Could you copy each line of the entries that contains "Lorain"?

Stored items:
==========

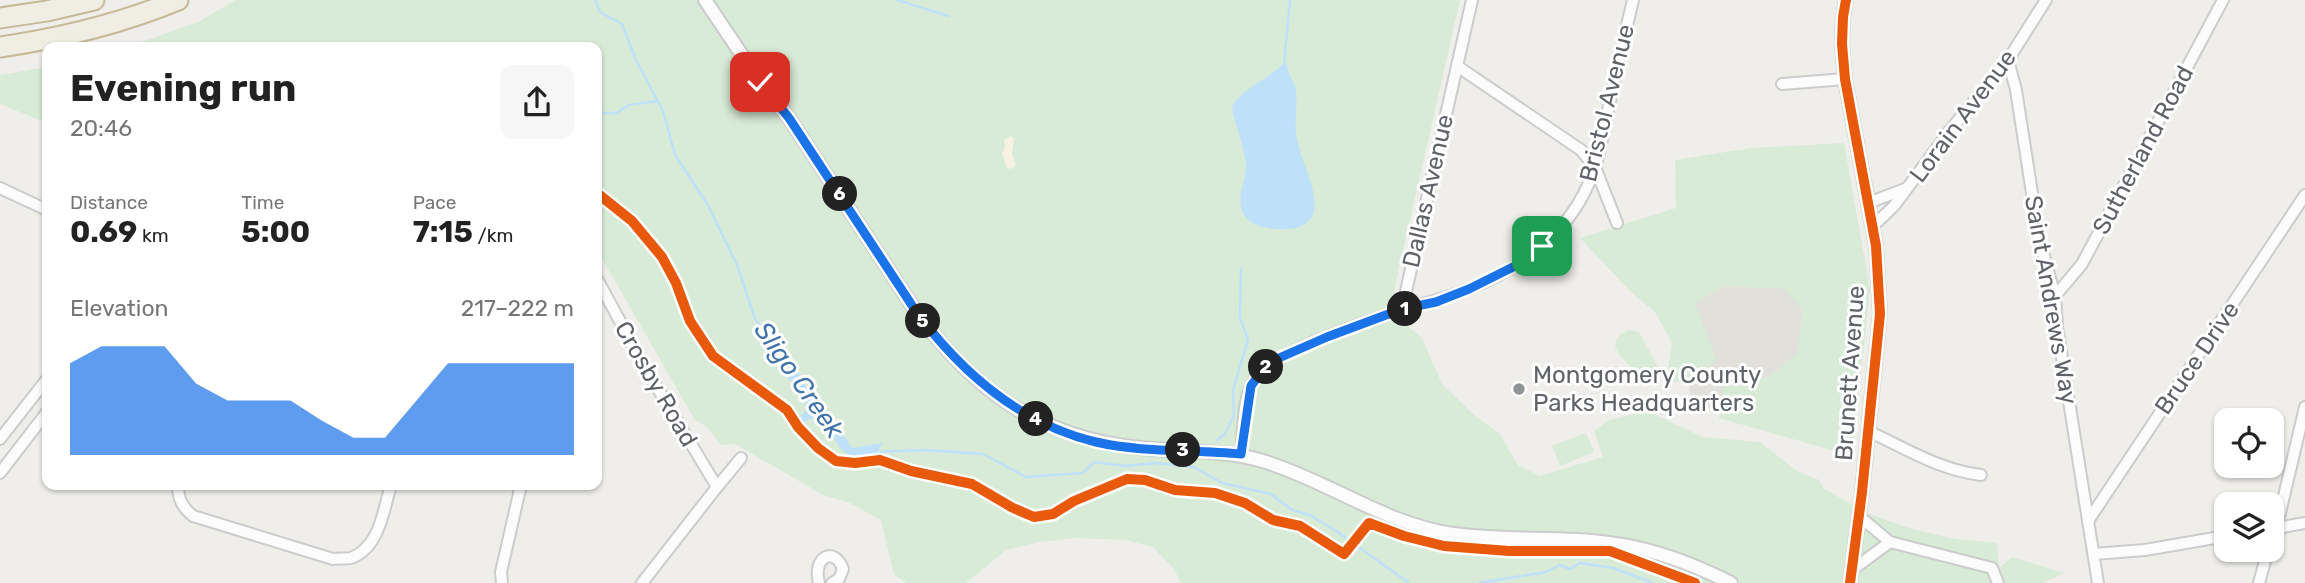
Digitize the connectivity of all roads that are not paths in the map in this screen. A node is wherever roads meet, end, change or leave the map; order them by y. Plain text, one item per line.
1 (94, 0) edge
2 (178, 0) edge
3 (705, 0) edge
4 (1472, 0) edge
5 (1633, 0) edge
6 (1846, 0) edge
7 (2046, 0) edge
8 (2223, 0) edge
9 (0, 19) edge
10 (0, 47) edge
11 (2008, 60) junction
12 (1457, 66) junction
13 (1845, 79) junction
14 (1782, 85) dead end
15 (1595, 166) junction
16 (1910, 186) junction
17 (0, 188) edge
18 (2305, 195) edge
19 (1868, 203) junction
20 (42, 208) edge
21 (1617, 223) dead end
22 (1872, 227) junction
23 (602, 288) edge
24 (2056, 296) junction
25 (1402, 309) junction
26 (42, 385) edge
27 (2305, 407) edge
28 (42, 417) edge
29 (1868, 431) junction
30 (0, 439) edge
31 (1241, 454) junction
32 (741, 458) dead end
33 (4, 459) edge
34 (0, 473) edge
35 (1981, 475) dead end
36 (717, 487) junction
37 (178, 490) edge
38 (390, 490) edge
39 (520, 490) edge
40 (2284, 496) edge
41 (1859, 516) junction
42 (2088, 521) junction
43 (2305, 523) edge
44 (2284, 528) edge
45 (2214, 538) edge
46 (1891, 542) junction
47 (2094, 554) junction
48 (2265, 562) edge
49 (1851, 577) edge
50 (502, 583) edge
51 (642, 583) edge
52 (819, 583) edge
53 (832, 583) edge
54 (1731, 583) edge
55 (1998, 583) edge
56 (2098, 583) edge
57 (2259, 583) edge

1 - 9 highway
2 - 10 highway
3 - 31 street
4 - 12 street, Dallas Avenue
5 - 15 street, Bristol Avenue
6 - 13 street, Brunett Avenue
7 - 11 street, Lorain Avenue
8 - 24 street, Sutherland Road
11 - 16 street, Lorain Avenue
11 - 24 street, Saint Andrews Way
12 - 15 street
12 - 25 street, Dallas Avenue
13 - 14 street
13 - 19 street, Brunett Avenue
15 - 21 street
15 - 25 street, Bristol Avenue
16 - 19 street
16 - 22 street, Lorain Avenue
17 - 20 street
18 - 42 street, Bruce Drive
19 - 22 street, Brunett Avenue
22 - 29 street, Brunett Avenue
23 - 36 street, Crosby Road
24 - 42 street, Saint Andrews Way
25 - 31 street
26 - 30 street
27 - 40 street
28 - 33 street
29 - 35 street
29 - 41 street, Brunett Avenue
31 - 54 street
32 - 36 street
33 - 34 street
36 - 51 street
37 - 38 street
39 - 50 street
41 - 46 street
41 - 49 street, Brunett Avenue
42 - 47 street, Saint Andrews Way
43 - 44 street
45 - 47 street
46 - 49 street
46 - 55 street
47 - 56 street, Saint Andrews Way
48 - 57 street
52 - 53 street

==========

§ **Completed task**
7 - 11 street, Lorain Avenue
11 - 16 street, Lorain Avenue
16 - 22 street, Lorain Avenue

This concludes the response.